- **Exercise description**
Copy exactly the last part of the listing below, beginning at the line that contains "Trace all roads" and including the final line.

- **Data to process**
-*-*-

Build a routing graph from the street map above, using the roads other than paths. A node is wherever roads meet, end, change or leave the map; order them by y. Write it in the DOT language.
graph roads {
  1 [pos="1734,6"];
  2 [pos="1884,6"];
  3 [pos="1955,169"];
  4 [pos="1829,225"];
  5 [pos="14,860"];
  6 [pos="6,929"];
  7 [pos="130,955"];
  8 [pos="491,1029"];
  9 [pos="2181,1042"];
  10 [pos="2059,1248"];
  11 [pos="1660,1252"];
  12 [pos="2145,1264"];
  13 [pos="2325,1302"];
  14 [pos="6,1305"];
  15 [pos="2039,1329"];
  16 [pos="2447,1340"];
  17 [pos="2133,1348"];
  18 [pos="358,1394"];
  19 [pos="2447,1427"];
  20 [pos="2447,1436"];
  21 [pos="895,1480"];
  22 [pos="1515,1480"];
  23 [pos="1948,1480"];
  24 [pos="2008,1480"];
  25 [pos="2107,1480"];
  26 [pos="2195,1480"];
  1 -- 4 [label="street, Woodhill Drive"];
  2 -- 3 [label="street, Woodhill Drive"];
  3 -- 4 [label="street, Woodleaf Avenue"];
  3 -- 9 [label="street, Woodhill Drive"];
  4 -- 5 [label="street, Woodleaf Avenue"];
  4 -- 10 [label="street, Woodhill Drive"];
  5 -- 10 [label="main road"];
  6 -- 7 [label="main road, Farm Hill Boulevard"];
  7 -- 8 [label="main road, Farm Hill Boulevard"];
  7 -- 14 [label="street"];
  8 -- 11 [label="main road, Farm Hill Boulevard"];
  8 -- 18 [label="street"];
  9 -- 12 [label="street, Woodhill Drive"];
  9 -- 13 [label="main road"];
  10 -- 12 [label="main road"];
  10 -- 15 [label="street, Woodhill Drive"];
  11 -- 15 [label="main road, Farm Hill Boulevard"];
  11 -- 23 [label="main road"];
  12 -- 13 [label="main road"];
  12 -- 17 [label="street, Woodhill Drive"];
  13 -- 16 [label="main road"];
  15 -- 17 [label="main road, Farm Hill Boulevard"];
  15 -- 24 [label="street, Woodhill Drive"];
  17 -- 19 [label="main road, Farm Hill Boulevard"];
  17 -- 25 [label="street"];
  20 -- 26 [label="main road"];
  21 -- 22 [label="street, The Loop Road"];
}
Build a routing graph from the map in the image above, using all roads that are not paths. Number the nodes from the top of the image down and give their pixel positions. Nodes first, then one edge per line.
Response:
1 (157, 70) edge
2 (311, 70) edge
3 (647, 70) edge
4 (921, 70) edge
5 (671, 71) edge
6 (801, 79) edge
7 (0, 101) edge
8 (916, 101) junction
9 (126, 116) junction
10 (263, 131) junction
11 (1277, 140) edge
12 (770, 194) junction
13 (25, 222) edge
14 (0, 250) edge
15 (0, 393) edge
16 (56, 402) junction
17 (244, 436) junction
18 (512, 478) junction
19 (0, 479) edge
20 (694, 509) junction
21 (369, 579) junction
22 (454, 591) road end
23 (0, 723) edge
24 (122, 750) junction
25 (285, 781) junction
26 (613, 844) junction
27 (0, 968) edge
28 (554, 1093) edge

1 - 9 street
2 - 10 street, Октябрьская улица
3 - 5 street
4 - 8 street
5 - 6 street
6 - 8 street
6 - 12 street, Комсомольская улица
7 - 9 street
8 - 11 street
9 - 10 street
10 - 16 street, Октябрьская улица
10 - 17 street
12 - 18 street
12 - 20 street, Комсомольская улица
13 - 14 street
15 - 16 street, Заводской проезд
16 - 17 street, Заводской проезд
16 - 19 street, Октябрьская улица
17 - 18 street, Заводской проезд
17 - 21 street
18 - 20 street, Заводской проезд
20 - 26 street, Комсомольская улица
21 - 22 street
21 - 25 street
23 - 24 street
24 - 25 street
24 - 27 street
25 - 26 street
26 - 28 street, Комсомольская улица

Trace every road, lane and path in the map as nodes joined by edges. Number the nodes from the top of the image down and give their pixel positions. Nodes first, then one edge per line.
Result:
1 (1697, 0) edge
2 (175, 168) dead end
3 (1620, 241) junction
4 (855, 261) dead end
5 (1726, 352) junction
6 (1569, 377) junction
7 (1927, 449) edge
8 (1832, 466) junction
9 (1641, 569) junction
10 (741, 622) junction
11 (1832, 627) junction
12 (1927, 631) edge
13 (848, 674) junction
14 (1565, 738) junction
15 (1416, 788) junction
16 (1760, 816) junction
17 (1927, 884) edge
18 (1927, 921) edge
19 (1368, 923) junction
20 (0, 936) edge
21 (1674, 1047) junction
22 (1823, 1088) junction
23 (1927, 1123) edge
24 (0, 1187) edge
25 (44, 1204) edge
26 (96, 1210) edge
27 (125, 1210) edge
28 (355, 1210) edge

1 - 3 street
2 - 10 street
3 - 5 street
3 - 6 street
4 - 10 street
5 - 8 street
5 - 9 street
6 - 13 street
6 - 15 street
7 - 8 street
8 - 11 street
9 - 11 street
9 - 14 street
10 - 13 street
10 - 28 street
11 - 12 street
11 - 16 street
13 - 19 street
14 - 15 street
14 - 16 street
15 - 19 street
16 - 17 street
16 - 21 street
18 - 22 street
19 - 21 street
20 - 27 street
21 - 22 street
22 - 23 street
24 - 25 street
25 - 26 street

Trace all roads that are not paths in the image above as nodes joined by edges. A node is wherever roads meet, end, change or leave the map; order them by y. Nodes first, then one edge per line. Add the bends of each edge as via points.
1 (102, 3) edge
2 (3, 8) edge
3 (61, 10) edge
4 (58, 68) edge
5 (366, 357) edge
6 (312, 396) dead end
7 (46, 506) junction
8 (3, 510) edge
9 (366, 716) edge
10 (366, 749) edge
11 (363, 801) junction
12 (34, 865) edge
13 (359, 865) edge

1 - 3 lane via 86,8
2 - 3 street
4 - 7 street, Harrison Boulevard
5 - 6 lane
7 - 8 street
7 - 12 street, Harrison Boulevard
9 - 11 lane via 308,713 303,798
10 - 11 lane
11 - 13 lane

-*-*-

- **Result of the exercise**
Trace all roads that are not paths in the image above as nodes joined by edges. A node is wherever roads meet, end, change or leave the map; order them by y. Nodes first, then one edge per line. Add the bends of each edge as via points.
1 (102, 3) edge
2 (3, 8) edge
3 (61, 10) edge
4 (58, 68) edge
5 (366, 357) edge
6 (312, 396) dead end
7 (46, 506) junction
8 (3, 510) edge
9 (366, 716) edge
10 (366, 749) edge
11 (363, 801) junction
12 (34, 865) edge
13 (359, 865) edge

1 - 3 lane via 86,8
2 - 3 street
4 - 7 street, Harrison Boulevard
5 - 6 lane
7 - 8 street
7 - 12 street, Harrison Boulevard
9 - 11 lane via 308,713 303,798
10 - 11 lane
11 - 13 lane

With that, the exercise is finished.